Depuis l’apparition de la pandémie de Coronavirus COVID-19, les chercheurs du monde entier s’évertuent à mettre au point un traitement efficace contre le virus. Jusqu’à présent, l’espoir reposait principalement sur la chloroquine et son dérivé, l’hydroxychloroquine.

Oui, mais voilà, une toute nouvelle étude publiée tout récemment dans la revue scientifique The Lancet remet l’efficacité du traitement en question. Elle démontre en effet des risques d’effets secondaires graves chez les malades, notamment des problèmes cardiaques.

Un homme équipé de masque et de gants

Crédits Pixabay

Menée par le professeur Mandeep Mehra de l’université d’Harvard, l’étude a été publiée le 22 mai dernier, créant un véritable tôlée auprès de la communauté médicale.

Une étude sérieuse sur l’hydroxychloroquine

Le Pr Mehra et ses collègues ont mené l’enquête pendant plusieurs mois, entre le 20 décembre 2019 et le 14 avril 2020. Ils ont récolté des données dans 671 hôpitaux à travers le monde, auprès de 96 000 malades du COVID-19, dont plusieurs traités par hydroxychloroquine.

Les chercheurs ont alors constaté que ceux qui ont suivi le traitement par chloroquine ou hydroxychloroquine couraient un risque de décès « significativement plus élevé que ceux qui n’en avaient pas reçu ». L’étude a démontré que les patients ont tendance à développer « un rythme cardiaque irrégulier, ou une arythmie, pouvant entraîner une mort cardiaque subite ».

Sur les 15 000 malades traités par chloroquine ou hydroxychloroquine, l’étude a démontré une inquiétante augmentation de 34 % des risques de mortalité, tandis que les risques de problèmes cardiaques graves ont considérablement augmenté de 137 %.
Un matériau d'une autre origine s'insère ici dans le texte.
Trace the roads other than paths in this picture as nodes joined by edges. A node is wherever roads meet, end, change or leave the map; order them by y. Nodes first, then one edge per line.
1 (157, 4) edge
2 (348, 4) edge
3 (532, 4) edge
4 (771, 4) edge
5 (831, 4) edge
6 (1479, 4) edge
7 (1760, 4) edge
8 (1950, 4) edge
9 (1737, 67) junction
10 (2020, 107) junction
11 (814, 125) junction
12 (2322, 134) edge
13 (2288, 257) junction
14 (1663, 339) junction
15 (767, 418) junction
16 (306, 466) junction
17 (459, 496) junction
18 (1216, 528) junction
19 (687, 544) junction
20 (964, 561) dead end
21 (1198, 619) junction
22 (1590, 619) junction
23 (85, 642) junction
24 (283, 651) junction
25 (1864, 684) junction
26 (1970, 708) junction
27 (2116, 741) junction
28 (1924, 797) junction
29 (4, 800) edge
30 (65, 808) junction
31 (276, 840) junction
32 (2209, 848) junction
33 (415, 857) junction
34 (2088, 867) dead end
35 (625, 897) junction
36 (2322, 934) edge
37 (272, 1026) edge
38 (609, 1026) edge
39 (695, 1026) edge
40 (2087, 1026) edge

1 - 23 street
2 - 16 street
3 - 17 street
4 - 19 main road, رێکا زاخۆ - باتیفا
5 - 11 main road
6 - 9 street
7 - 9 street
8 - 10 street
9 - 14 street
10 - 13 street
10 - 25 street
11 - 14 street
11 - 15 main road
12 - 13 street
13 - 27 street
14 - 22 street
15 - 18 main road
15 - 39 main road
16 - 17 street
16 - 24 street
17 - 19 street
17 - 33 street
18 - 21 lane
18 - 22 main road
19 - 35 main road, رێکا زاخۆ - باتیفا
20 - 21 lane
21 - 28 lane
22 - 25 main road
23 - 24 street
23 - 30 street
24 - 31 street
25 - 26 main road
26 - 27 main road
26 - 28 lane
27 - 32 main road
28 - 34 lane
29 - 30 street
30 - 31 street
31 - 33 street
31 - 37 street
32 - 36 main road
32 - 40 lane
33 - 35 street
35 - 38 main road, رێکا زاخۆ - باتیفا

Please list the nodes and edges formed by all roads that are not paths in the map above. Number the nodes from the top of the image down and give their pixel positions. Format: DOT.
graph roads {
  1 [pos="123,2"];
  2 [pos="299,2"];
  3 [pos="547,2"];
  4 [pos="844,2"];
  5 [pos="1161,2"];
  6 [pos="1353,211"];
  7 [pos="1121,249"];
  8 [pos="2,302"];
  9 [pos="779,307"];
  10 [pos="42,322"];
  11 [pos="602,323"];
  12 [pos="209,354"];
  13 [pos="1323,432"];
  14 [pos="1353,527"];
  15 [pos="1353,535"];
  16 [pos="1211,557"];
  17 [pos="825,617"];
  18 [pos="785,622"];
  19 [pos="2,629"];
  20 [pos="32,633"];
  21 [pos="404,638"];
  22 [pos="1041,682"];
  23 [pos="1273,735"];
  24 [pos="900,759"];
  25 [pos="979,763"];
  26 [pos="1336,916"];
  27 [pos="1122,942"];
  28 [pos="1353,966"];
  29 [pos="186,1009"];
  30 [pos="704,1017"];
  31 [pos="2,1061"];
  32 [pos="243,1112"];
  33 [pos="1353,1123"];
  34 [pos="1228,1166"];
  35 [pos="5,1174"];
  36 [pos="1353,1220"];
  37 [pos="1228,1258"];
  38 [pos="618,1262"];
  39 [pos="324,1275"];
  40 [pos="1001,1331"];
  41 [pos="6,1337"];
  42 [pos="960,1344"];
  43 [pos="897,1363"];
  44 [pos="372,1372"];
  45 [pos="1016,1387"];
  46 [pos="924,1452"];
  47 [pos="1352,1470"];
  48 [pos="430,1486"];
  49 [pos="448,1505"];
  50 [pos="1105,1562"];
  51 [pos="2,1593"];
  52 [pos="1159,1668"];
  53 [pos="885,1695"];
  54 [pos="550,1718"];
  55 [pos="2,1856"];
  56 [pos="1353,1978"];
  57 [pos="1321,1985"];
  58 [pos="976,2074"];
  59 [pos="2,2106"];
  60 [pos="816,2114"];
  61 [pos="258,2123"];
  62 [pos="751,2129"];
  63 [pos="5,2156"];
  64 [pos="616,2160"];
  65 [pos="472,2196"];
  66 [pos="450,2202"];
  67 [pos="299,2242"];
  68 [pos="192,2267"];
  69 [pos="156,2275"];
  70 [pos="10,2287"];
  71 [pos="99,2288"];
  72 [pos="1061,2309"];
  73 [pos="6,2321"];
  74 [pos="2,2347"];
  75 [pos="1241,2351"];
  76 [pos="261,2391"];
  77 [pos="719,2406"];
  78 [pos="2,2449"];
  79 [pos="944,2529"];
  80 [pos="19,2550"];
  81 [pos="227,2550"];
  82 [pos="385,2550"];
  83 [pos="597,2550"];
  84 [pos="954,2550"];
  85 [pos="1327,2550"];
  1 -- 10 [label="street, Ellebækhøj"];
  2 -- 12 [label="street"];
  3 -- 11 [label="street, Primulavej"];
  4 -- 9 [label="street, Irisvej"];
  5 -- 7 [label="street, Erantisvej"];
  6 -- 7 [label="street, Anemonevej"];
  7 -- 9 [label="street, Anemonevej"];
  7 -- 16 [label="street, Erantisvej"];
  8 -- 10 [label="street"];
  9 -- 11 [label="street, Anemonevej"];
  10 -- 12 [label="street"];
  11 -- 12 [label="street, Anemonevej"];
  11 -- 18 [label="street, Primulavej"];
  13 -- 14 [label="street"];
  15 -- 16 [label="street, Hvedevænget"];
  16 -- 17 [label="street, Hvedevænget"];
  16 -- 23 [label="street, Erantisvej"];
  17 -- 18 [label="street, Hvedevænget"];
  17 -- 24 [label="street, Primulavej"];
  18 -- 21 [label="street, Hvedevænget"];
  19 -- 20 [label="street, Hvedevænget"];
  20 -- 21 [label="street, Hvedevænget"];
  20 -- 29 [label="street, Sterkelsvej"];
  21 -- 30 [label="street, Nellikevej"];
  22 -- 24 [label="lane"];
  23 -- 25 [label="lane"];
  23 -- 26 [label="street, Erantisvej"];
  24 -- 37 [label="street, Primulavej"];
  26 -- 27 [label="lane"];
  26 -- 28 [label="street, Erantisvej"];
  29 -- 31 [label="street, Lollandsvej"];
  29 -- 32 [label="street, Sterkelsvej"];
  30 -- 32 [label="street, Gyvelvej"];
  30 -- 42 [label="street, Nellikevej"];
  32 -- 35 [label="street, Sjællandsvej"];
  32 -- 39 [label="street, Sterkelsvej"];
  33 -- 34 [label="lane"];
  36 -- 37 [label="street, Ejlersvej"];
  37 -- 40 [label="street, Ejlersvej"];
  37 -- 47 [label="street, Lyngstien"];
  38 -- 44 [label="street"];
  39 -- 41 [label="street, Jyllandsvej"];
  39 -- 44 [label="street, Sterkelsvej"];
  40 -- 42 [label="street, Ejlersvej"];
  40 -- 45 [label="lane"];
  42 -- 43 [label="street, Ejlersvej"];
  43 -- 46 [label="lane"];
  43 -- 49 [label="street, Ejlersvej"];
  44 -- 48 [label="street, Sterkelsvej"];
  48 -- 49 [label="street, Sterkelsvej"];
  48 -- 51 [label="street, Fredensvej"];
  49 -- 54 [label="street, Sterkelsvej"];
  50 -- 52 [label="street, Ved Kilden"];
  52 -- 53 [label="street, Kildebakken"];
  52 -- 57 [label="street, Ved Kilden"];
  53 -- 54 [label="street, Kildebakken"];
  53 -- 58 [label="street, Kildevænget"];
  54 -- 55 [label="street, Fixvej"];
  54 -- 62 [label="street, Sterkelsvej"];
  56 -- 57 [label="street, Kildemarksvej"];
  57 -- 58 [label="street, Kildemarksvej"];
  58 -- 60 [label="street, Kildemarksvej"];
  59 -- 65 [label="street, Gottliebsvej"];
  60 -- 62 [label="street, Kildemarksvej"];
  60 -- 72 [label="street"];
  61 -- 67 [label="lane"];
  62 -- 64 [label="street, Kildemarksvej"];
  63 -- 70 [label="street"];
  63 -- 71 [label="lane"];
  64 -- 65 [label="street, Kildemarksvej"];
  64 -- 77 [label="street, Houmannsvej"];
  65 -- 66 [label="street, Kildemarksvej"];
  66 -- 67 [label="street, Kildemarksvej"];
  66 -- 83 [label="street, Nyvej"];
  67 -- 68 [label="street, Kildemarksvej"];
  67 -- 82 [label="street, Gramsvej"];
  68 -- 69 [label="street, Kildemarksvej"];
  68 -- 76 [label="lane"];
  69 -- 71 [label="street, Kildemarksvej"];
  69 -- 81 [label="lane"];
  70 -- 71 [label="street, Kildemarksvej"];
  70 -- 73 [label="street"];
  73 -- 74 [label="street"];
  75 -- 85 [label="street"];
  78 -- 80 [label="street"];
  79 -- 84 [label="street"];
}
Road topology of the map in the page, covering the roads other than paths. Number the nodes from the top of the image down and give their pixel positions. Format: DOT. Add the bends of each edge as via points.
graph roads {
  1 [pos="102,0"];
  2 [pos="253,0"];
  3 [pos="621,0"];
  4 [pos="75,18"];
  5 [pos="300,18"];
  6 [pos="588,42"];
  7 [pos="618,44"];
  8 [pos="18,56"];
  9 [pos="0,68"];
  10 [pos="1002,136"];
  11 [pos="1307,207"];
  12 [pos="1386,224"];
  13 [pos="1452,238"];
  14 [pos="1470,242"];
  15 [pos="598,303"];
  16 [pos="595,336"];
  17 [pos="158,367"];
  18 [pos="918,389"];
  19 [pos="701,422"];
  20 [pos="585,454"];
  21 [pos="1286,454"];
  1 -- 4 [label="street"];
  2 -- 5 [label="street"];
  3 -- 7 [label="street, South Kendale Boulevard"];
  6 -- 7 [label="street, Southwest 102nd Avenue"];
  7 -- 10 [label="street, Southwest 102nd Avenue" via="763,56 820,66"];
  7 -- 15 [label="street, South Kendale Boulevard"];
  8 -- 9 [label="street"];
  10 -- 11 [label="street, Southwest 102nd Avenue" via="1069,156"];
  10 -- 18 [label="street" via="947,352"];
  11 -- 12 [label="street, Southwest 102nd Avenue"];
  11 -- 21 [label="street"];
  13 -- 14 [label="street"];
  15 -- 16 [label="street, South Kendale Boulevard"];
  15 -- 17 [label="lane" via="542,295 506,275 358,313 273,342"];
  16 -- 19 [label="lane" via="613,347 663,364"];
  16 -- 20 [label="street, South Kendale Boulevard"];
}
L’OMS suspend temporairement les essais cliniques

Suite à l’étude publiée dans la revue The Lancet, l’Organisation mondiale de la santé (OMS) a pris la décision de suspendre « temporairement » tous les essais cliniques avec l’hydroxychloroquine. La nouvelle a été annoncée le 25 mai dernier le directeur général de l’OMS en personne, Tedros Adhanom Ghebreyesus, lors d’une conférence de presse virtuelle.

Adhanom Ghebreyesus a indiqué que les essais cliniques seront suspendus le temps que les données présentées dans l’étude soient examinées par des experts. Il a particulièrement insisté sur le fait que cette mesure n’est que temporaire, et que les recherches se poursuivent pour essayer de déterminer si l’hydroxychloroquine est vraiment risquée pour la santé.